**** Records to use ****

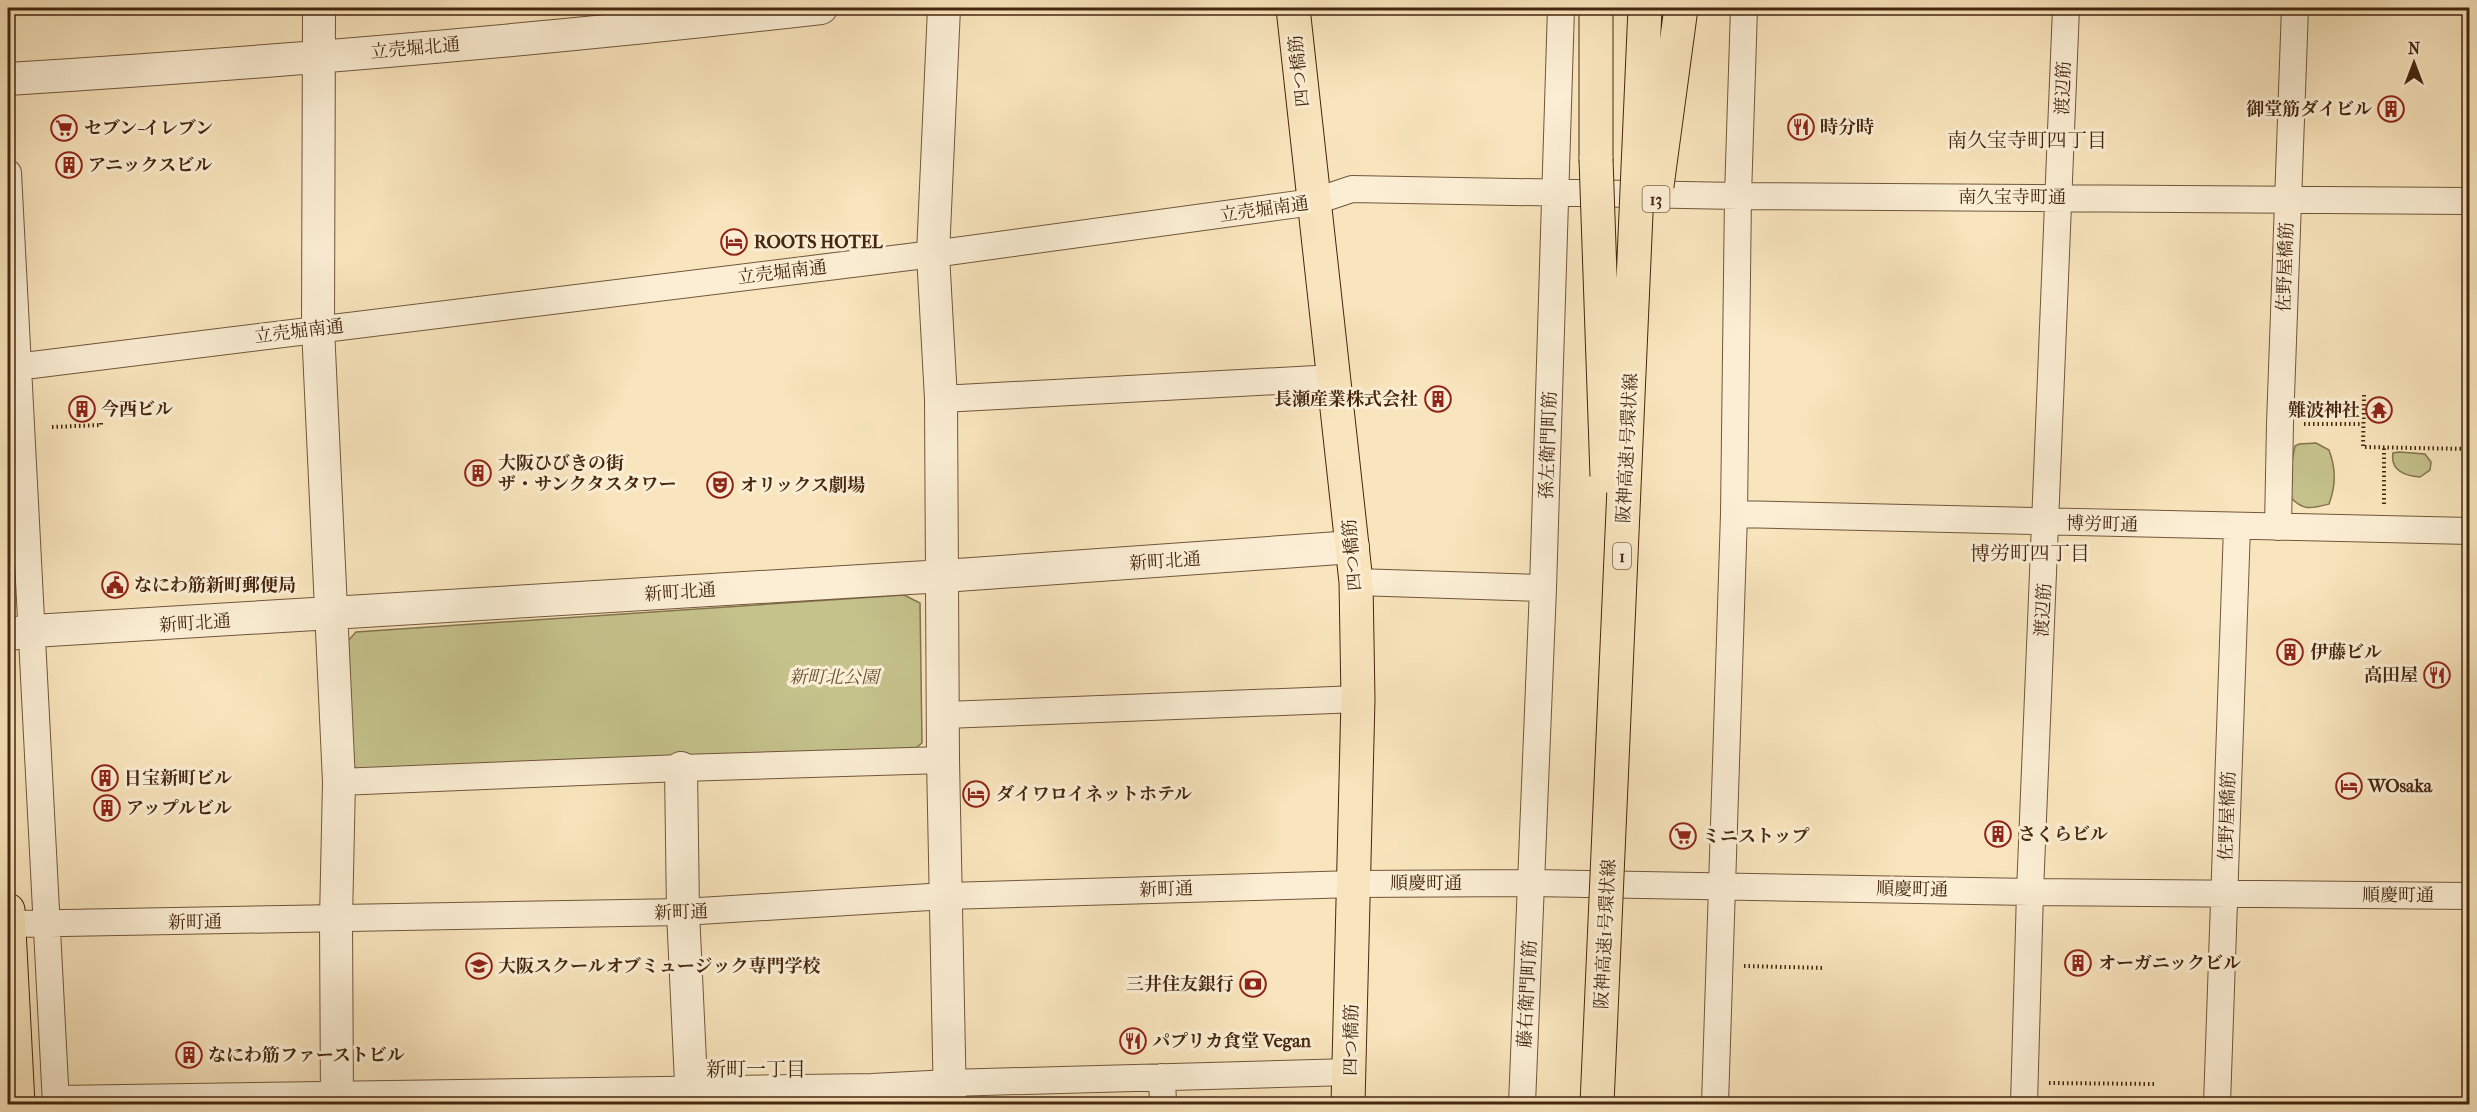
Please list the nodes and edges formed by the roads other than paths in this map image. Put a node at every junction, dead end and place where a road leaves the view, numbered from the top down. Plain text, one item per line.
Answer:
1 (319, 8) edge
2 (821, 8) edge
3 (944, 8) edge
4 (1293, 8) edge
5 (1562, 8) edge
6 (1596, 8) edge
7 (1645, 8) edge
8 (1681, 8) edge
9 (1744, 8) edge
10 (2066, 8) edge
11 (2295, 8) edge
12 (643, 18) edge
13 (319, 57) junction
14 (8, 79) edge
15 (8, 173) edge
16 (1555, 192) junction
17 (1737, 196) junction
18 (2060, 197) junction
19 (2288, 199) junction
20 (2469, 201) edge
21 (1313, 202) junction
22 (933, 254) junction
23 (318, 328) junction
24 (13, 368) edge
25 (1334, 378) junction
26 (1630, 390) junction
27 (941, 399) junction
28 (1734, 514) junction
29 (2047, 523) junction
30 (2237, 527) junction
31 (2278, 527) junction
32 (2469, 531) edge
33 (1353, 548) junction
34 (944, 576) junction
35 (1356, 582) junction
36 (1544, 588) junction
37 (330, 614) junction
38 (20, 633) edge
39 (1358, 699) junction
40 (1615, 705) junction
41 (945, 715) junction
42 (944, 760) junction
43 (681, 768) junction
44 (339, 782) junction
45 (1532, 883) junction
46 (1354, 884) junction
47 (1723, 886) junction
48 (2030, 892) junction
49 (2224, 894) junction
50 (946, 896) junction
51 (2469, 896) edge
52 (8, 910) edge
53 (683, 912) junction
54 (336, 919) junction
55 (8, 924) edge
56 (47, 924) junction
57 (1350, 1072) junction
58 (1162, 1077) junction
59 (2024, 1093) edge
60 (950, 1094) edge
61 (873, 1096) edge
62 (692, 1097) edge
63 (337, 1100) edge
64 (56, 1102) edge
65 (18, 1104) edge
66 (1163, 1104) edge
67 (1348, 1104) edge
68 (1522, 1104) edge
69 (1597, 1104) edge
70 (1715, 1104) edge
71 (2217, 1104) edge

1 - 13 street
2 - 12 street, 立売堀北通
3 - 22 street
4 - 21 main road, 四つ橋筋
5 - 16 street, 孫左衛門町筋
6 - 40 main road, bridge
7 - 26 main road, 阪神高速1号環状線 / 1, bridge
8 - 26 main road, 13, bridge
9 - 17 street
10 - 18 street, 渡辺筋
11 - 19 street, 佐野屋橋筋
12 - 13 street, 立売堀北通
13 - 14 street, 立売堀北通
13 - 23 street
15 - 24 street
16 - 17 street, 南久宝寺町通
16 - 21 street, 立売堀南通
16 - 36 street, 孫左衛門町筋
17 - 18 street, 南久宝寺町通
17 - 28 street
18 - 19 street, 南久宝寺町通
18 - 29 street, 渡辺筋
19 - 20 street, 南久宝寺町通
19 - 31 street, 佐野屋橋筋
21 - 22 street, 立売堀南通
21 - 25 main road, 四つ橋筋
22 - 23 street, 立売堀南通
22 - 27 street
23 - 24 street, 立売堀南通
23 - 37 street
24 - 38 street
25 - 27 street
25 - 33 main road, 四つ橋筋
26 - 40 main road, 阪神高速1号環状線 / 1, bridge
27 - 34 street
28 - 29 street, 博労町通
28 - 47 street
29 - 30 street, 博労町通
29 - 48 street, 渡辺筋
30 - 31 street, 博労町通
30 - 49 street, 佐野屋橋筋
31 - 32 street, 博労町通
33 - 34 street, 新町北通
33 - 35 main road, 四つ橋筋
34 - 37 street, 新町北通
34 - 41 street
35 - 36 street
35 - 39 main road, 四つ橋筋
36 - 45 street, 孫左衛門町筋
37 - 38 street, 新町北通
37 - 44 street
38 - 56 street
39 - 41 street
39 - 46 main road, 四つ橋筋
40 - 69 main road, 阪神高速1号環状線 / 1, bridge
41 - 42 street
42 - 43 street
42 - 50 street
43 - 44 street
43 - 53 street
44 - 54 street
45 - 46 street, 順慶町通
45 - 47 street, 順慶町通
45 - 68 street, 藤右衛門町筋
46 - 50 street, 新町通
46 - 57 main road, 四つ橋筋
47 - 48 street, 順慶町通
47 - 70 street
48 - 49 street, 順慶町通
48 - 59 street, 渡辺筋
49 - 51 street, 順慶町通
49 - 71 street, 佐野屋橋筋
50 - 53 street, 新町通
50 - 60 street
52 - 55 main road
53 - 54 street, 新町通
53 - 62 street
54 - 56 street, 新町通
54 - 63 street
55 - 56 street, 新町通
55 - 65 main road
56 - 64 street
57 - 58 street
57 - 67 main road, 四つ橋筋
58 - 60 street
58 - 66 street
60 - 61 street
61 - 62 street
62 - 63 street
63 - 64 street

****

### About this exercise
Leave the pictures out, and transcribe each of the records exactly.

### Answer for the task
Please list the nodes and edges formed by the roads other than paths in this map image. Put a node at every junction, dead end and place where a road leaves the view, numbered from the top down. Plain text, one item per line.
Answer:
1 (319, 8) edge
2 (821, 8) edge
3 (944, 8) edge
4 (1293, 8) edge
5 (1562, 8) edge
6 (1596, 8) edge
7 (1645, 8) edge
8 (1681, 8) edge
9 (1744, 8) edge
10 (2066, 8) edge
11 (2295, 8) edge
12 (643, 18) edge
13 (319, 57) junction
14 (8, 79) edge
15 (8, 173) edge
16 (1555, 192) junction
17 (1737, 196) junction
18 (2060, 197) junction
19 (2288, 199) junction
20 (2469, 201) edge
21 (1313, 202) junction
22 (933, 254) junction
23 (318, 328) junction
24 (13, 368) edge
25 (1334, 378) junction
26 (1630, 390) junction
27 (941, 399) junction
28 (1734, 514) junction
29 (2047, 523) junction
30 (2237, 527) junction
31 (2278, 527) junction
32 (2469, 531) edge
33 (1353, 548) junction
34 (944, 576) junction
35 (1356, 582) junction
36 (1544, 588) junction
37 (330, 614) junction
38 (20, 633) edge
39 (1358, 699) junction
40 (1615, 705) junction
41 (945, 715) junction
42 (944, 760) junction
43 (681, 768) junction
44 (339, 782) junction
45 (1532, 883) junction
46 (1354, 884) junction
47 (1723, 886) junction
48 (2030, 892) junction
49 (2224, 894) junction
50 (946, 896) junction
51 (2469, 896) edge
52 (8, 910) edge
53 (683, 912) junction
54 (336, 919) junction
55 (8, 924) edge
56 (47, 924) junction
57 (1350, 1072) junction
58 (1162, 1077) junction
59 (2024, 1093) edge
60 (950, 1094) edge
61 (873, 1096) edge
62 (692, 1097) edge
63 (337, 1100) edge
64 (56, 1102) edge
65 (18, 1104) edge
66 (1163, 1104) edge
67 (1348, 1104) edge
68 (1522, 1104) edge
69 (1597, 1104) edge
70 (1715, 1104) edge
71 (2217, 1104) edge

1 - 13 street
2 - 12 street, 立売堀北通
3 - 22 street
4 - 21 main road, 四つ橋筋
5 - 16 street, 孫左衛門町筋
6 - 40 main road, bridge
7 - 26 main road, 阪神高速1号環状線 / 1, bridge
8 - 26 main road, 13, bridge
9 - 17 street
10 - 18 street, 渡辺筋
11 - 19 street, 佐野屋橋筋
12 - 13 street, 立売堀北通
13 - 14 street, 立売堀北通
13 - 23 street
15 - 24 street
16 - 17 street, 南久宝寺町通
16 - 21 street, 立売堀南通
16 - 36 street, 孫左衛門町筋
17 - 18 street, 南久宝寺町通
17 - 28 street
18 - 19 street, 南久宝寺町通
18 - 29 street, 渡辺筋
19 - 20 street, 南久宝寺町通
19 - 31 street, 佐野屋橋筋
21 - 22 street, 立売堀南通
21 - 25 main road, 四つ橋筋
22 - 23 street, 立売堀南通
22 - 27 street
23 - 24 street, 立売堀南通
23 - 37 street
24 - 38 street
25 - 27 street
25 - 33 main road, 四つ橋筋
26 - 40 main road, 阪神高速1号環状線 / 1, bridge
27 - 34 street
28 - 29 street, 博労町通
28 - 47 street
29 - 30 street, 博労町通
29 - 48 street, 渡辺筋
30 - 31 street, 博労町通
30 - 49 street, 佐野屋橋筋
31 - 32 street, 博労町通
33 - 34 street, 新町北通
33 - 35 main road, 四つ橋筋
34 - 37 street, 新町北通
34 - 41 street
35 - 36 street
35 - 39 main road, 四つ橋筋
36 - 45 street, 孫左衛門町筋
37 - 38 street, 新町北通
37 - 44 street
38 - 56 street
39 - 41 street
39 - 46 main road, 四つ橋筋
40 - 69 main road, 阪神高速1号環状線 / 1, bridge
41 - 42 street
42 - 43 street
42 - 50 street
43 - 44 street
43 - 53 street
44 - 54 street
45 - 46 street, 順慶町通
45 - 47 street, 順慶町通
45 - 68 street, 藤右衛門町筋
46 - 50 street, 新町通
46 - 57 main road, 四つ橋筋
47 - 48 street, 順慶町通
47 - 70 street
48 - 49 street, 順慶町通
48 - 59 street, 渡辺筋
49 - 51 street, 順慶町通
49 - 71 street, 佐野屋橋筋
50 - 53 street, 新町通
50 - 60 street
52 - 55 main road
53 - 54 street, 新町通
53 - 62 street
54 - 56 street, 新町通
54 - 63 street
55 - 56 street, 新町通
55 - 65 main road
56 - 64 street
57 - 58 street
57 - 67 main road, 四つ橋筋
58 - 60 street
58 - 66 street
60 - 61 street
61 - 62 street
62 - 63 street
63 - 64 street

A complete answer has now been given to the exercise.